Party Night

1979.  Valerie is married to Keith, a successful pathologist. But when she persuades him to go to the Staff Christmas Ball she makes a discovery that rocks her world – with tragic results.

A dark drama, inspired by real events.

 

VALERIE:           I only wish I could see you doing it more often.  I’ve never actually seen you at work.

KEITH:                You can hardly pop into the lab, now, can you?

VALERIE:           No, but I could come to the Christmas Ball, couldn’t I?

KEITH:                What Christmas Ball?

VALERIE:           A little bird told me about one.

KEITH:                For a moment I thought you were being serious.

VALERIE:           I am.  It’s tomorrow.  In the Staff Social Club.  Doors open at eight.  They’ve got a jazz band – Harley and the Quins – and a sit down dinner at nine with dancing until two.  You see.  I know everything.

KEITH:                How?

VALERIE:           Uh-uh.  No information till you say we’re going.

KEITH:                But we’re not.

VALERIE:           Oh, yes we are.  Tomorrow night is Friday night and Friday night is Party Night.

KEITH:                I’m working late tomorrow.

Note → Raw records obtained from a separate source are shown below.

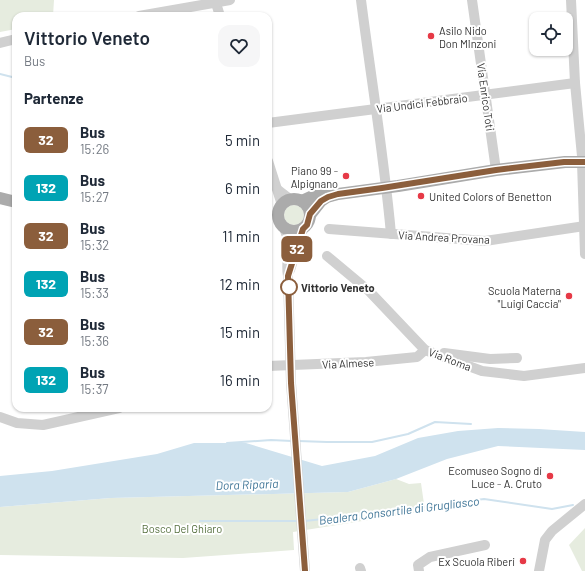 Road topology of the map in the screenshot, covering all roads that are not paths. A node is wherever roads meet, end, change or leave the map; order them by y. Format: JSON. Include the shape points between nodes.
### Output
{"nodes":[{"id":1,"x":230,"y":0,"type":"edge"},
{"id":2,"x":361,"y":0,"type":"edge"},
{"id":3,"x":472,"y":0,"type":"edge"},
{"id":4,"x":570,"y":0,"type":"edge"},
{"id":5,"x":215,"y":1,"type":"edge"},
{"id":6,"x":159,"y":12,"type":"edge"},
{"id":7,"x":219,"y":12,"type":"edge"},
{"id":8,"x":12,"y":41,"type":"edge"},
{"id":9,"x":0,"y":43,"type":"edge"},
{"id":10,"x":576,"y":83,"type":"junction"},
{"id":11,"x":486,"y":95,"type":"junction"},
{"id":12,"x":375,"y":109,"type":"junction"},
{"id":13,"x":272,"y":122,"type":"edge"},
{"id":14,"x":583,"y":159,"type":"edge"},
{"id":15,"x":496,"y":170,"type":"junction"},
{"id":16,"x":272,"y":173,"type":"edge"},
{"id":17,"x":387,"y":185,"type":"junction"},
{"id":18,"x":0,"y":198,"type":"edge"},
{"id":19,"x":12,"y":201,"type":"edge"},
{"id":20,"x":284,"y":205,"type":"edge"},
{"id":21,"x":310,"y":214,"type":"junction"},
{"id":22,"x":272,"y":222,"type":"edge"},
{"id":23,"x":282,"y":226,"type":"junction"},
{"id":24,"x":584,"y":226,"type":"edge"},
{"id":25,"x":303,"y":229,"type":"junction"},
{"id":26,"x":329,"y":229,"type":"dead end"},
{"id":27,"x":391,"y":234,"type":"junction"},
{"id":28,"x":585,"y":254,"type":"edge"},
{"id":29,"x":327,"y":256,"type":"dead end"},
{"id":30,"x":288,"y":276,"type":"junction"},
{"id":31,"x":425,"y":350,"type":"junction"},
{"id":32,"x":517,"y":358,"type":"dead end"},
{"id":33,"x":290,"y":364,"type":"junction"},
{"id":34,"x":272,"y":366,"type":"edge"},
{"id":35,"x":585,"y":368,"type":"edge"},
{"id":36,"x":101,"y":412,"type":"edge"},
{"id":37,"x":0,"y":417,"type":"edge"},
{"id":38,"x":585,"y":504,"type":"edge"},
{"id":39,"x":485,"y":545,"type":"dead end"},
{"id":40,"x":540,"y":566,"type":"edge"},
{"id":41,"x":305,"y":571,"type":"edge"},
{"id":42,"x":419,"y":571,"type":"edge"}],
"edges":[{"from":1,"to":5,"type":"street"},
{"from":2,"to":12,"type":"street"},
{"from":3,"to":11,"type":"street","name":"Via Enrico Toti"},
{"from":4,"to":10,"type":"street"},
{"from":5,"to":6,"type":"street"},
{"from":5,"to":7,"type":"street"},
{"from":8,"to":9,"type":"street"},
{"from":10,"to":11,"type":"street","name":"Via Undici Febbraio"},
{"from":10,"to":14,"type":"street"},
{"from":11,"to":12,"type":"street","name":"Via Undici Febbraio"},
{"from":11,"to":15,"type":"street","name":"Via Enrico Toti"},
{"from":12,"to":13,"type":"street","name":"Via Undici Febbraio"},
{"from":12,"to":17,"type":"street"},
{"from":14,"to":15,"type":"main road","via":[[576,157],[564,162]]},
{"from":14,"to":24,"type":"street"},
{"from":15,"to":17,"type":"main road"},
{"from":16,"to":20,"type":"street"},
{"from":17,"to":20,"type":"main road","via":[[325,192]]},
{"from":17,"to":21,"type":"main road","via":[[328,197]]},
{"from":17,"to":27,"type":"street"},
{"from":18,"to":19,"type":"main road"},
{"from":20,"to":21,"type":"main road","via":[[306,205]]},
{"from":20,"to":23,"type":"main road","via":[[278,219]]},
{"from":21,"to":25,"type":"main road"},
{"from":22,"to":23,"type":"main road"},
{"from":23,"to":25,"type":"main road","via":[[293,231]]},
{"from":23,"to":30,"type":"street","via":[[289,246],[286,268]]},
{"from":24,"to":27,"type":"street","name":"Via Andrea Provana","via":[[485,242]]},
{"from":24,"to":28,"type":"street"},
{"from":25,"to":30,"type":"street"},
{"from":26,"to":27,"type":"street","name":"Via Andrea Provana"},
{"from":29,"to":31,"type":"street","name":"Via Roma","via":[[369,291]]},
{"from":30,"to":33,"type":"street"},
{"from":31,"to":32,"type":"street","via":[[490,359]]},
{"from":31,"to":33,"type":"street","name":"Via Almese","via":[[417,357],[410,358]]},
{"from":31,"to":35,"type":"street","name":"Via Roma","via":[[482,371],[524,376]]},
{"from":33,"to":34,"type":"street","name":"Via Almese"},
{"from":33,"to":41,"type":"street"},
{"from":36,"to":37,"type":"street","via":[[43,425]]},
{"from":38,"to":40,"type":"street","via":[[552,531],[545,540]]},
{"from":39,"to":42,"type":"street","via":[[430,557],[418,566]]}]}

I’m covering for a colleague.

VALERIE:           If you were, you’d have told me by now.  It’s no good, Keith: we’re going and that’s final.

KEITH:                How will we get there?  I can’t drive.  Not if there’s going to be drinking.

VALERIE:           We’ll phone for a taxi.

KEITH:                That’s extravagant.

VALERIE:           Keith!  You are not going to deprive me of this.  We haven’t been out – not “out” out – in years.  I don’t understand why you’re so reluctant to go.  You always used to like parties.

KEITH:                That was years ago.

VALERIE:           Well, I still like them.  And I have got the tickets.

KEITH:                What?

VALERIE:           Two tickets.  You and me.  Eight pounds each.

KEITH:                Eight pounds??

VALERIE:           Cheap at the price.

KEITH:                I don’t understand.  How did you get them?  How did you know about it in the first place?

VALERIE:           Are we going?  I’m not telling till you say yes.

KEITH:                I don’t see how we can –

VALERIE:           Uh-uh.  Wrong answer.  Ten point penalty.  Over to the other side and no conferring.

KEITH:                Now you’re being childish.

VALERIE:           Are we going?

KEITH:                You can go.  You’ll enjoy it.

VALERIE:           So you did know about it!

KEITH:                And how did you know?

VALERIE:           I told you: a little bird told me.  Called Lucy.  She’s just joined my dance class.  Lucy Wainwright.  (Pause.  She looks at KEITH expectantly, but he does not react)  Wife of Peter Wainwright?  Don’t you know Peter Wainwright?  He works in your department.

KEITH:                Oh.  Oh, yes, of course.  I didn’t make the connection.

VALERIE:           Keith, we are talking about a staff ball at King’s College Hospital.  You work at King’s College Hospital in the Department of Pathology.  Peter Wainwright works at King’s College Hospital in the Department of Pathology.  How is the connection so difficult to spot?

KEITH:                I didn’t know you knew him.

VALERIE:           I don’t.  I know his wife, Lucy.  She told me about the Christmas Ball.  They can’t go, so she asked if I wanted their tickets.  And I said yes and we agreed a price.  It’s a bargain – they were ten pounds each.  I’ve got them somewhere.  (She looks in her handbag)  Here they are.  (She hands them to KEITH)

KEITH:                It’s not my scene.

VALERIE:           It’s not a disco party.  It’s black tie, there’s a sit-down meal and some dancing afterwards.  It sounds fun.

KEITH:                Black tie?  I can’t go.

VALERIE:           Why not?

KEITH:                My dinner jacket needs cleaning.  It’s still got that stain on the shoulder from Jennifer’s wedding.

VALERIE:           I’ll take it to the cleaner’s in the morning.  They can have it ready by the evening.

KEITH:                I won’t know anyone.

VALERIE:           It’s your workplace!  I’m the one who won’t know anyone.  This will be a chance for me finally to meet some of your friends.

KEITH:                I don’t like socialising with work colleagues.  You go.

VALERIE:           I am not going to a ball on my own.  Oh, come on, Keith.  Let’s live a little.

KEITH:                I thought you did that tonight.

VALERIE:           Oh, sorry: I didn’t realise.  My partying ration is over for the year, is it?  Reached my limit, have I?

KEITH:                Look, I don’t want to go.  OK?

VALERIE:           Oh, you are so infuriating.  What’s such a big deal anyway?  It’s just a glorified office party.